Na Bahia, 60,8% (mais de 2 milhões) dos cerca de 3,4 milhões crianças de 0 a 14 anos vivem sob a condição de pobreza – classificada pela renda per capita de até meio salário mínimo –, segundo o estudo Cenário da Infância e Adolescência no Brasil 2018, divulgado pela Fundação Abrinq.

Para chegar a esse percentual, a fundação utilizou os dados da Pesquisa Nacional por Amostra de Domicílios (Pnad) feita pelo Instituto Brasileiro de Geografia e Estatística (IBGE) em 2015, o qual identificou que, naquele ano, mais da metade das crianças baianas se encaixavam nesse perfil.

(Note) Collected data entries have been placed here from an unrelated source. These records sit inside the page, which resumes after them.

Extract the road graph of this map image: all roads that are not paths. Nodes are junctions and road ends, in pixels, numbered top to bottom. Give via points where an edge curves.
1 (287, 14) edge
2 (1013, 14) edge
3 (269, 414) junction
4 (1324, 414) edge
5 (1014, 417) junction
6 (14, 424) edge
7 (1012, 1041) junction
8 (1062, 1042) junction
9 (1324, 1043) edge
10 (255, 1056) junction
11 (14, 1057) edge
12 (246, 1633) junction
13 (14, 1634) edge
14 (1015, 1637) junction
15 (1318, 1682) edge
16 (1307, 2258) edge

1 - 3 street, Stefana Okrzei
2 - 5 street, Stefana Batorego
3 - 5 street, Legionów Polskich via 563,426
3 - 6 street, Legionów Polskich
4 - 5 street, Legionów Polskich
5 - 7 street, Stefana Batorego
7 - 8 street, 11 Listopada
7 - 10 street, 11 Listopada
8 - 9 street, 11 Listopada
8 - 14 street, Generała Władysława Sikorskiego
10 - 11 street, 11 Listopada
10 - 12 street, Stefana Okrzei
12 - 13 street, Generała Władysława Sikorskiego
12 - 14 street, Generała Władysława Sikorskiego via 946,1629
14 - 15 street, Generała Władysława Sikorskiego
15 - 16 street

No ano de referência do levantamento, o salário mínimo de R$ 788 serviu como parâmetro para obter o coeficiente da renda per capita (individual) – que é definida pela soma de todos os rendimentos dos residentes de um domicílio dividida pelo número de membros da família.

Dentro desse universo, segundo o estudo da fundação, 24,7% das crianças de 0 a 14 anos, na Bahia, encontram-se em situação de extrema pobreza. São 515.219 pessoas que sobrevivem com um rendimento mensal de até um quarto de salário mínimo.

Indicadores

Os dados da fundação foram associados aos Objetivos de Desenvolvimento Sustentável (ODS) da Organização das Nações Unidas (ONU), compromisso global também firmado pelo Brasil, sob expectativa de redução dos indicadores até 2030.

Segundo a administradora executiva da Fundação Abrinq, Heloisa Oliveira, chama a atenção o fato de a Bahia figurar na quarta posição da lista com os cinco piores estados – todos na região Nordeste – com as maiores proporções de população de até 14 anos nas faixas de pobreza e extrema pobreza.

“A pobreza é medida pela classe de renda, mas também tem outras facetas de exclusão social aos direitos básicos da criança, como falta de acesso a alimentação, saúde, educação, creches”, pontua. “Nesses quesitos, a vulnerabilidade afeta muito mais as regiões Norte e Nordeste”, completa.

O estudo da fundação compila mais de 20 indicadores sociais relacionados a crianças e adolescentes, trabalho infantil, mortalidade, gravidez na adolescência, nutrição, acesso a equipamentos de lazer e cultura, cobertura de creches e violência.

“Os poderes públicos precisam investir mais em políticas sociais, principalmente, nessas duas regiões”, opina a executiva. “Esses índices negativos destoam da média nacional. Estão diretamente ligados a situações de pobreza e desigualdade social”, conclui.

Extrema pobreza

Quando a renda da casa de Márcia Pinto, 36 anos, desempregada há oito meses, mãe da garota de 7 anos, é dividida para ela mais os cinco filhos, de 4 a 16 anos, chega-se ao resultado de R$ 65 para cada um passar o mês. O valor é três vezes menor do que um quarto do salário mínimo que classifica a extrema pobreza.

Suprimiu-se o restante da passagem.